Projection pushdown

The Projection pushdown page is under construction.

Let's expand our query from the previous section by joining the result of the FILTER operation with the runescape data to find popular Reddit usernames that have a username starting with an "a" that also played Runescape. That must be something we are all interested in!

The query would look like this:

import polars as pl

from ..paths import DATA_DIR

reddit = (
    pl.scan_csv(f"{DATA_DIR}/reddit.csv")
    .filter(pl.col("comment_karma") > 0)
    .filter(pl.col("link_karma") > 0)
    .filter(pl.col("name").str.contains(r"^a"))
)

runescape = pl.scan_csv("data/runescape.csv", has_headers=False).select(pl.col("column_1").alias("name"))

dataset = reddit.join(runescape, on="name", how="inner").select(["name", "comment_karma", "link_karma"])

df1 = dataset.fetch(int(1e7))
df2 = dataset.fetch(int(1e7), predicate_pushdown=True, projection_pushdown=True)

And yields the following DataFrame.

shape: (0, 3)
┌──────┬───────────────┬────────────┐
│ name ┆ comment_karma ┆ link_karma │
│ ---  ┆ ---           ┆ ---        │
│ str  ┆ i64           ┆ i64        │
╞══════╪═══════════════╪════════════╡
└──────┴───────────────┴────────────┘

Break it down

Again, let's take a look the query plan.

dataset.show_graph(optimized=False)

Now were focussed on the projection's indicated with π. The first node shows π 3/6, indicating that we select 3 out of 6 columns in the DataFrame. If we look the csv scans we see a wildcard π */6 and π */1 meaning that we select all of 6 columns of the reddit dataset and the one and only column from the runescape dataset respectively.

This query is not very optimal. We select all columns from both datasets and only show 3/6 after join. That means that there were some columns computed during the join operation that could have been ignored.

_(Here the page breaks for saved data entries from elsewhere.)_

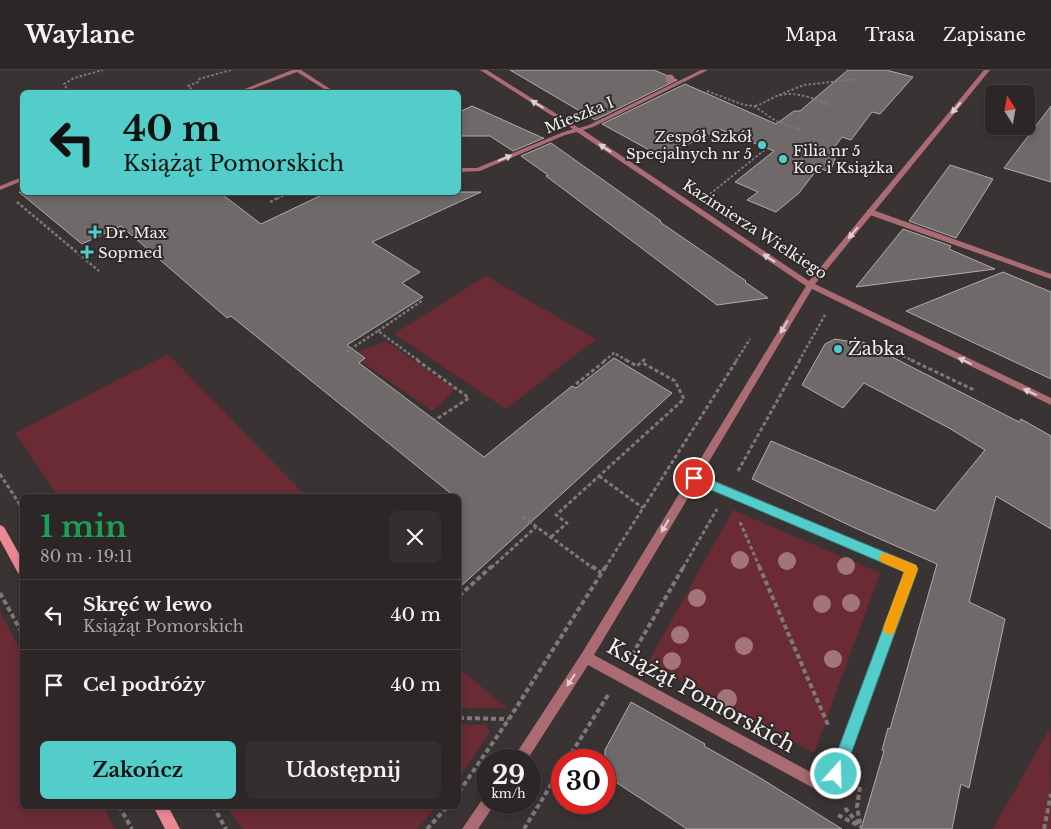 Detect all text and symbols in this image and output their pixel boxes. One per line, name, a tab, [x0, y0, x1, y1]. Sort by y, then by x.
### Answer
text: Waylane	[25, 20, 135, 49]
text: Mapa	[785, 24, 837, 46]
text: Trasa	[865, 24, 915, 46]
text: Zapisane	[943, 24, 1026, 46]
north arrow	[985, 85, 1035, 135]
map controls	[985, 85, 1035, 135]
street label: Mieszka I	[542, 92, 616, 138]
one-way arrow	[530, 99, 544, 108]
one-way arrow	[951, 101, 962, 114]
text: 40 m	[123, 107, 221, 150]
icon: left	[40, 110, 105, 175]
place label: Zespół Szkół Specjalnych nr 5	[626, 127, 752, 163]
marker: Zespół Szkół Specjalnych nr 5	[756, 139, 768, 151]
place label: Filia nr 5 Koc i Książka	[793, 141, 894, 177]
one-way arrow	[599, 143, 612, 153]
text: Książąt Pomorskich	[123, 150, 344, 177]
marker: Filia nr 5 Koc i Książka	[777, 153, 789, 165]
one-way arrow	[498, 154, 512, 162]
street label: Kazimierza Wielkiego	[679, 175, 831, 283]
place label: Dr. Max	[105, 223, 167, 242]
marker: Dr. Max	[89, 226, 101, 238]
one-way arrow	[847, 226, 858, 239]
place label: Sopmed	[98, 243, 163, 262]
marker: Sopmed	[80, 245, 94, 259]
one-way arrow	[762, 253, 776, 263]
one-way arrow	[780, 320, 789, 333]
place label: Żabka	[848, 337, 905, 360]
marker: Żabka	[832, 343, 844, 355]
one-way arrow	[958, 357, 972, 365]
one-way arrow	[1023, 388, 1037, 396]
pin	[673, 457, 715, 499]
icon: arrive	[680, 464, 708, 492]
text: 1 min	[40, 508, 127, 545]
button: close	[389, 511, 441, 563]
one-way arrow	[661, 520, 670, 533]
text: 80 m · 19:11	[40, 546, 133, 566]
text: Skręć w lewo	[83, 593, 212, 616]
icon: left	[40, 601, 68, 629]
text: 40 m	[390, 603, 441, 626]
text: Książąt Pomorskich	[83, 616, 244, 636]
street label: Książąt Pomorskich	[602, 633, 800, 759]
icon: arrive	[40, 671, 68, 699]
text: Cel podróży	[83, 673, 205, 696]
text: 40 m	[390, 673, 441, 696]
one-way arrow	[567, 673, 576, 687]
button: Zakończ	[40, 741, 236, 799]
button: Udostępnij	[246, 741, 441, 799]
position arrow	[809, 747, 861, 799]
speed limit sign: 30	[551, 749, 616, 814]
text: 29	[492, 760, 525, 791]
text: km/h	[491, 786, 526, 801] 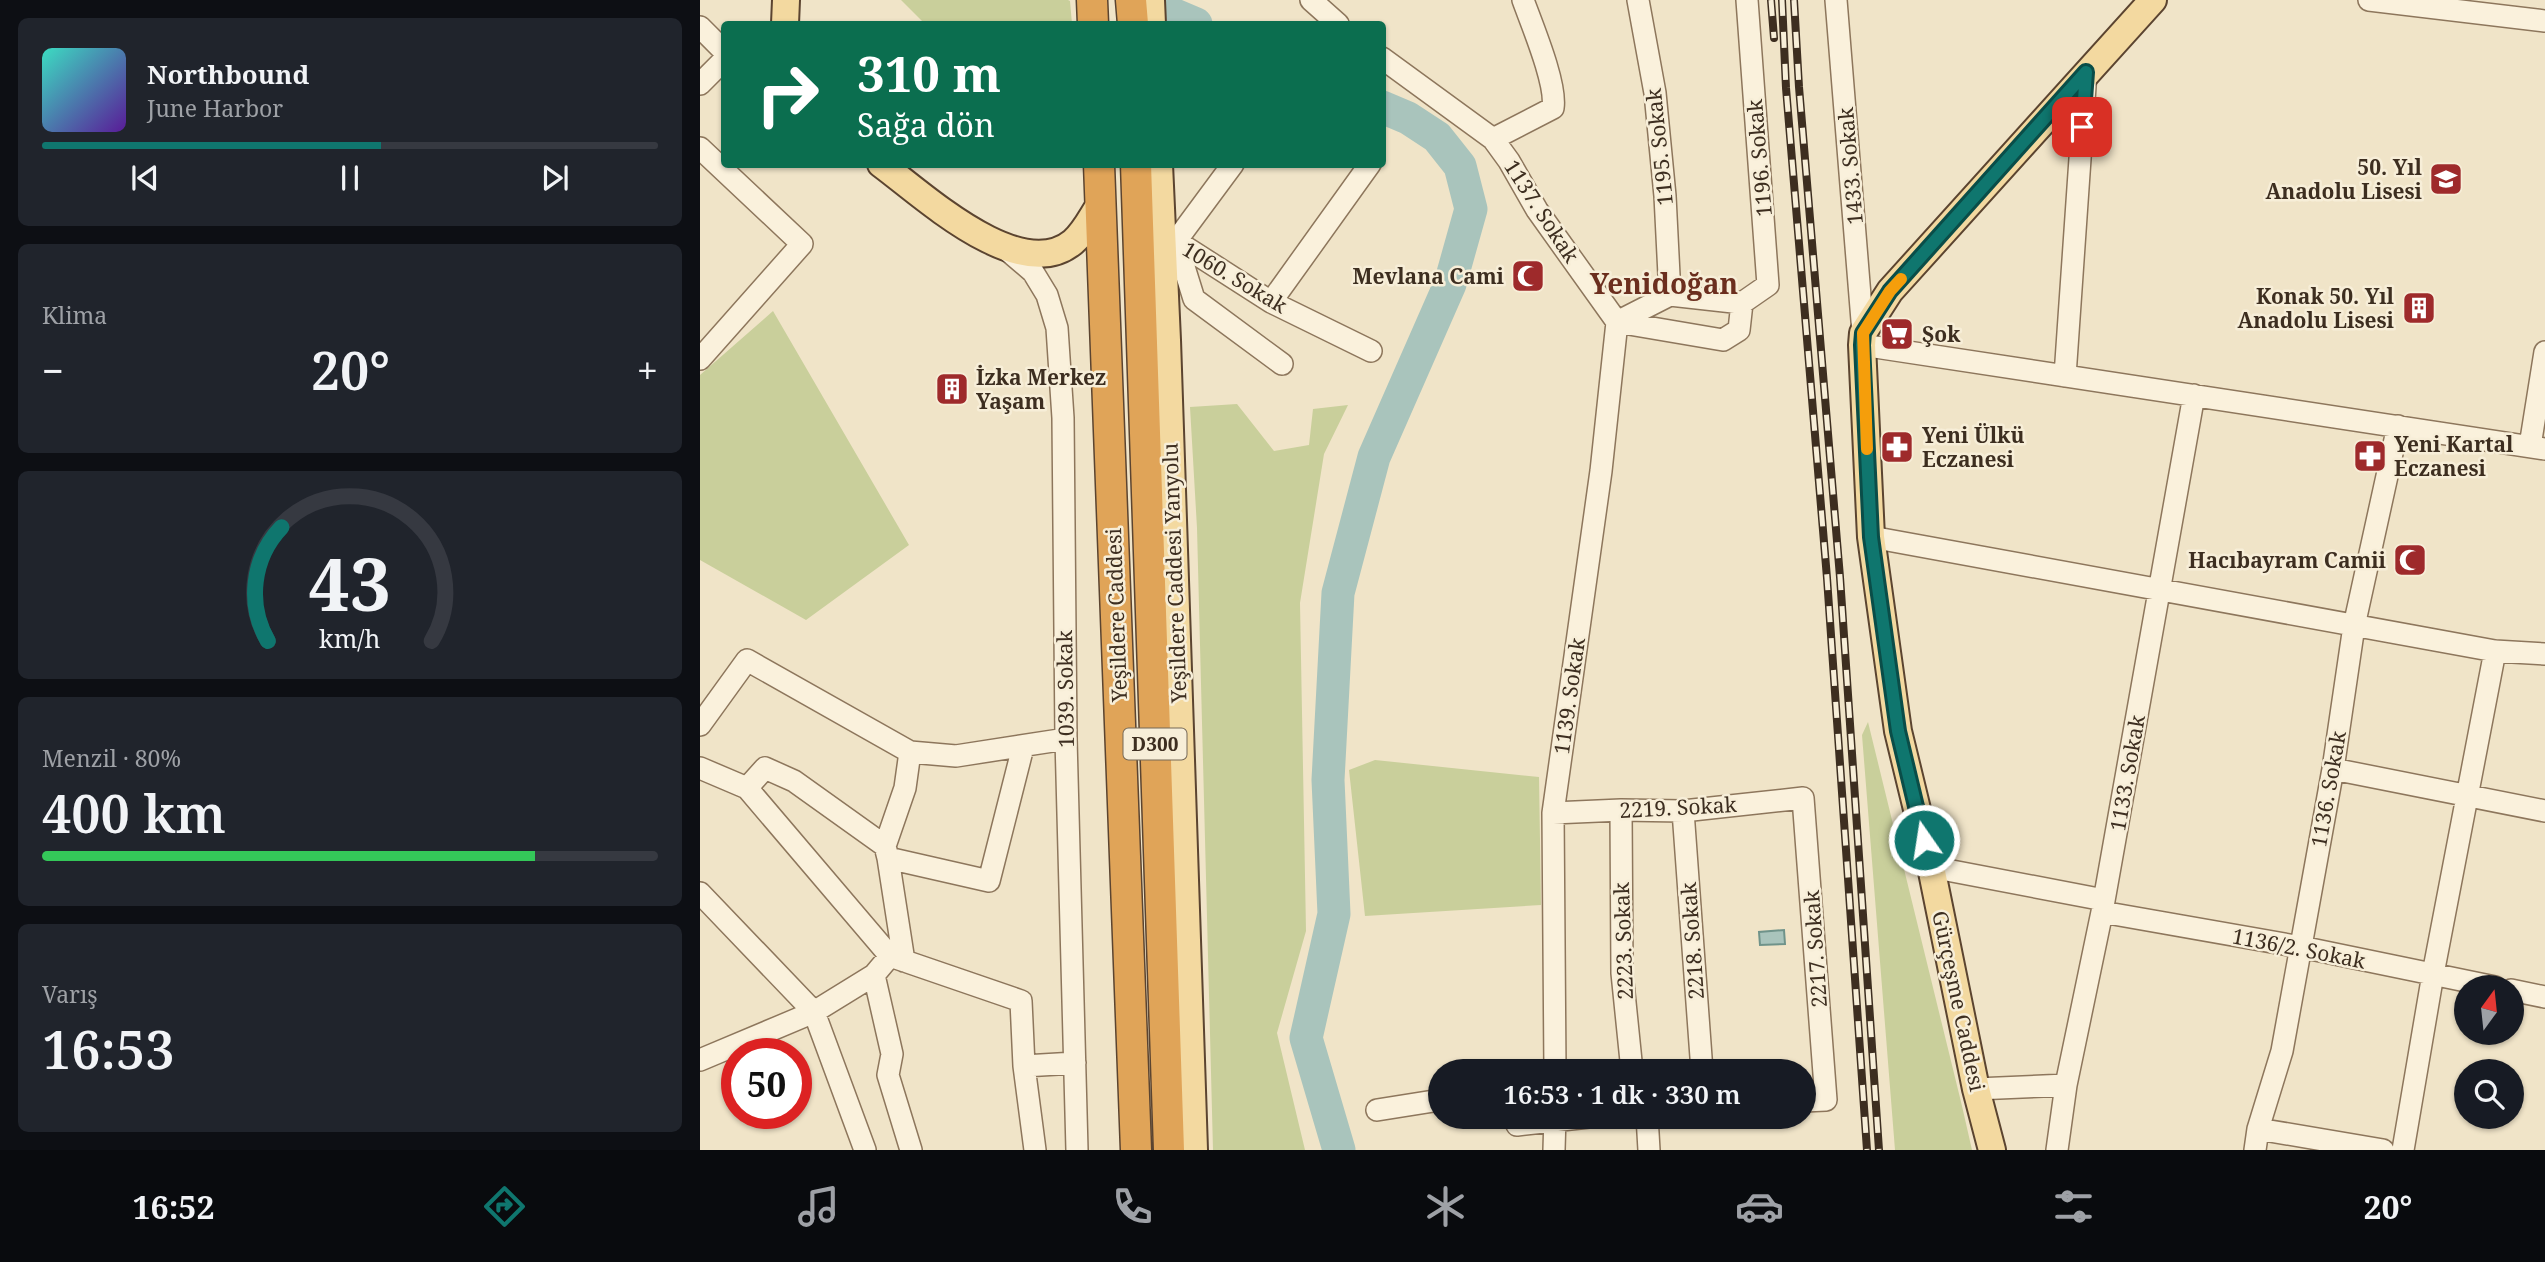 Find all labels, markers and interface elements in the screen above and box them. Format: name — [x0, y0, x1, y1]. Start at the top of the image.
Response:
text: 310 m — [857, 40, 1001, 106]
icon: right — [742, 49, 833, 140]
text: Northbound — [147, 56, 309, 92]
street label: 1195. Sokak — [1639, 86, 1679, 207]
text: June Harbor — [147, 92, 283, 124]
street label: 1196. Sokak — [1740, 97, 1778, 218]
pin — [2052, 97, 2112, 157]
text: Sağa dön — [857, 103, 995, 146]
street label: 1433. Sokak — [1831, 105, 1869, 226]
icon: arrive — [2063, 108, 2101, 146]
place label: 50. Yıl Anadolu Lisesi — [2265, 153, 2423, 205]
street label: 1137. Sokak — [1498, 154, 1586, 269]
icon: previous — [126, 159, 164, 197]
icon: pause — [331, 159, 369, 197]
icon: next — [536, 159, 574, 197]
school or university icon: 50. Yıl Anadolu Lisesi — [2427, 160, 2465, 198]
street label: 1060. Sokak — [1177, 235, 1293, 320]
mosque icon: Mevlana Cami — [1509, 257, 1547, 295]
place label: Mevlana Cami — [1352, 262, 1505, 290]
district label: Yenidoğan — [1590, 264, 1738, 302]
place label: Konak 50. Yıl Anadolu Lisesi — [2237, 282, 2395, 334]
building icon: Konak 50. Yıl Anadolu Lisesi — [2400, 289, 2438, 327]
text: Klima — [42, 299, 107, 331]
supermarket icon: Şok — [1878, 315, 1916, 353]
place label: Şok — [1922, 320, 1961, 348]
text: 20° — [311, 334, 390, 405]
text: − — [42, 344, 64, 396]
text: + — [637, 344, 658, 396]
place label: İzka Merkez Yaşam — [976, 363, 1106, 415]
building icon: İzka Merkez Yaşam — [933, 370, 971, 408]
place label: Yeni Ülkü Eczanesi — [1922, 421, 2024, 473]
pharmacy icon: Yeni Ülkü Eczanesi — [1878, 428, 1916, 466]
place label: Yeni Kartal Eczanesi — [2394, 430, 2514, 482]
pharmacy icon: Yeni Kartal Eczanesi — [2351, 437, 2389, 475]
street label: Yeşildere Caddesi Yanyolu — [1155, 442, 1193, 705]
street label: Yeşildere Caddesi — [1099, 527, 1133, 704]
text: 43 — [309, 533, 391, 632]
mosque icon: Hacıbayram Camii — [2391, 541, 2429, 579]
place label: Hacıbayram Camii — [2188, 546, 2387, 574]
text: km/h — [319, 621, 381, 655]
street label: 1039. Sokak — [1050, 629, 1080, 748]
street label: 1139. Sokak — [1547, 635, 1591, 756]
street label: 1133. Sokak — [2103, 712, 2151, 833]
street label: 1136. Sokak — [2304, 728, 2352, 849]
road number: D300 — [1124, 729, 1186, 760]
text: Menzil · 80% — [42, 742, 181, 774]
text: 400 km — [42, 777, 226, 848]
street label: 2219. Sokak — [1619, 790, 1738, 824]
position arrow — [1887, 803, 1961, 877]
street label: 2223. Sokak — [1607, 881, 1639, 1000]
street label: 2218. Sokak — [1674, 881, 1710, 1001]
street label: 2217. Sokak — [1797, 889, 1833, 1009]
street label: Gürçeşme Caddesi — [1926, 908, 1992, 1094]
street label: 1136/2. Sokak — [2230, 921, 2369, 975]
north arrow — [2454, 975, 2524, 1045]
map controls — [2454, 975, 2524, 1129]
text: Varış — [42, 978, 98, 1010]
text: 16:53 — [42, 1013, 175, 1084]
speed limit sign: 50 — [721, 1038, 812, 1129]
button: search — [2454, 1059, 2524, 1129]
text: 16:53 · 1 dk · 330 m — [1503, 1076, 1741, 1112]
icon: directions — [480, 1182, 529, 1231]
icon: music — [794, 1182, 843, 1231]
icon: phone — [1108, 1182, 1157, 1231]
icon: climate — [1421, 1182, 1470, 1231]
icon: car — [1735, 1182, 1784, 1231]
icon: filters — [2049, 1182, 2098, 1231]
text: 16:52 — [132, 1185, 215, 1228]
text: 20° — [2363, 1185, 2412, 1228]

There were also columns parsed during csv scanning only to be dropped at the end. When we are dealing with DataFrames with a large number of columns the redundant work that is done can be huge.

Optimized query

Let's see how Polars optimizes this query.

dataset.show_graph(optimized=True)

The projections are pushed down the join operation all the way to the csv scans. This means that both the scanning and join operation have become cheaper due to the query optimization.

Performance

Let's time the result before and after optimization.

Without optimization, predicate_pushdown=False and projection_pushdown=False.

real	0m3,273s
user	0m9,284s
sys	0m1,081s

With optimization, predicate_pushdown and projection_pushdown flags both to True.

real	0m1,732s
user	0m7,581s
sys	0m0,783s

We can see that we almost reduced query time by half on this simple query. With real business data often comprising of many columns, filtering missing data, doing complex groupby operations, and using joins we expect this difference between unoptimized queries and optimized queries to only grow.